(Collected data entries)
┌──
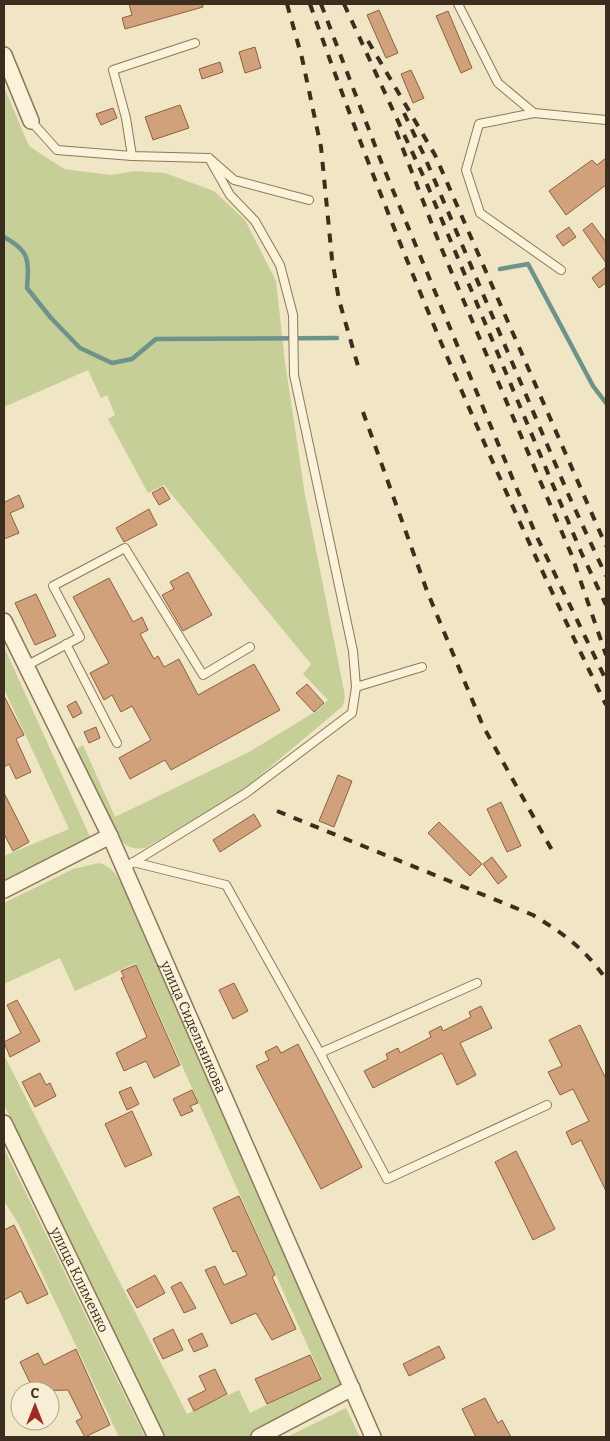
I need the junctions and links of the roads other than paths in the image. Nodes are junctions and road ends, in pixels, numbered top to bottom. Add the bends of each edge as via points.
1 (458, 4) edge
2 (195, 43) dead end
3 (4, 55) edge
4 (534, 113) junction
5 (606, 120) edge
6 (31, 121) joint
7 (132, 156) junction
8 (209, 158) junction
9 (310, 200) dead end
10 (561, 270) dead end
11 (4, 621) edge
12 (66, 644) junction
13 (250, 647) dead end
14 (26, 666) junction
15 (422, 667) dead end
16 (356, 687) junction
17 (117, 743) dead end
18 (110, 836) junction
19 (129, 865) junction
20 (4, 890) edge
21 (477, 983) dead end
22 (320, 1053) junction
23 (547, 1105) dead end
24 (4, 1123) edge
25 (352, 1388) junction
26 (156, 1437) edge
27 (259, 1437) edge
28 (373, 1437) edge

1 - 4 lane via 498,84
2 - 7 lane via 113,70
3 - 6 street
4 - 5 lane
4 - 10 lane via 479,124 466,170 480,213
6 - 7 lane via 57,150
7 - 8 lane
8 - 9 lane via 234,180
8 - 16 lane via 230,195 255,220 280,265 293,315 294,375 353,651
11 - 14 street, улица Сидельникова
12 - 13 lane via 80,637 53,586 125,548 204,675
12 - 14 lane
12 - 17 lane
14 - 18 street, улица Сидельникова
15 - 16 lane
16 - 19 lane via 352,714 246,793
18 - 19 street, улица Сидельникова
18 - 20 street
19 - 22 lane via 226,885
19 - 25 street, улица Сидельникова
21 - 22 lane
22 - 23 lane via 387,1179
24 - 26 street, улица Клименко
25 - 27 street
25 - 28 street, улица Сидельникова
└──
WORK TASK = This calls for an exact copy of all the entries above, with the pictures omitted.

ANSWER BOX =
I need the junctions and links of the roads other than paths in the image. Nodes are junctions and road ends, in pixels, numbered top to bottom. Add the bends of each edge as via points.
1 (458, 4) edge
2 (195, 43) dead end
3 (4, 55) edge
4 (534, 113) junction
5 (606, 120) edge
6 (31, 121) joint
7 (132, 156) junction
8 (209, 158) junction
9 (310, 200) dead end
10 (561, 270) dead end
11 (4, 621) edge
12 (66, 644) junction
13 (250, 647) dead end
14 (26, 666) junction
15 (422, 667) dead end
16 (356, 687) junction
17 (117, 743) dead end
18 (110, 836) junction
19 (129, 865) junction
20 (4, 890) edge
21 (477, 983) dead end
22 (320, 1053) junction
23 (547, 1105) dead end
24 (4, 1123) edge
25 (352, 1388) junction
26 (156, 1437) edge
27 (259, 1437) edge
28 (373, 1437) edge

1 - 4 lane via 498,84
2 - 7 lane via 113,70
3 - 6 street
4 - 5 lane
4 - 10 lane via 479,124 466,170 480,213
6 - 7 lane via 57,150
7 - 8 lane
8 - 9 lane via 234,180
8 - 16 lane via 230,195 255,220 280,265 293,315 294,375 353,651
11 - 14 street, улица Сидельникова
12 - 13 lane via 80,637 53,586 125,548 204,675
12 - 14 lane
12 - 17 lane
14 - 18 street, улица Сидельникова
15 - 16 lane
16 - 19 lane via 352,714 246,793
18 - 19 street, улица Сидельникова
18 - 20 street
19 - 22 lane via 226,885
19 - 25 street, улица Сидельникова
21 - 22 lane
22 - 23 lane via 387,1179
24 - 26 street, улица Клименко
25 - 27 street
25 - 28 street, улица Сидельникова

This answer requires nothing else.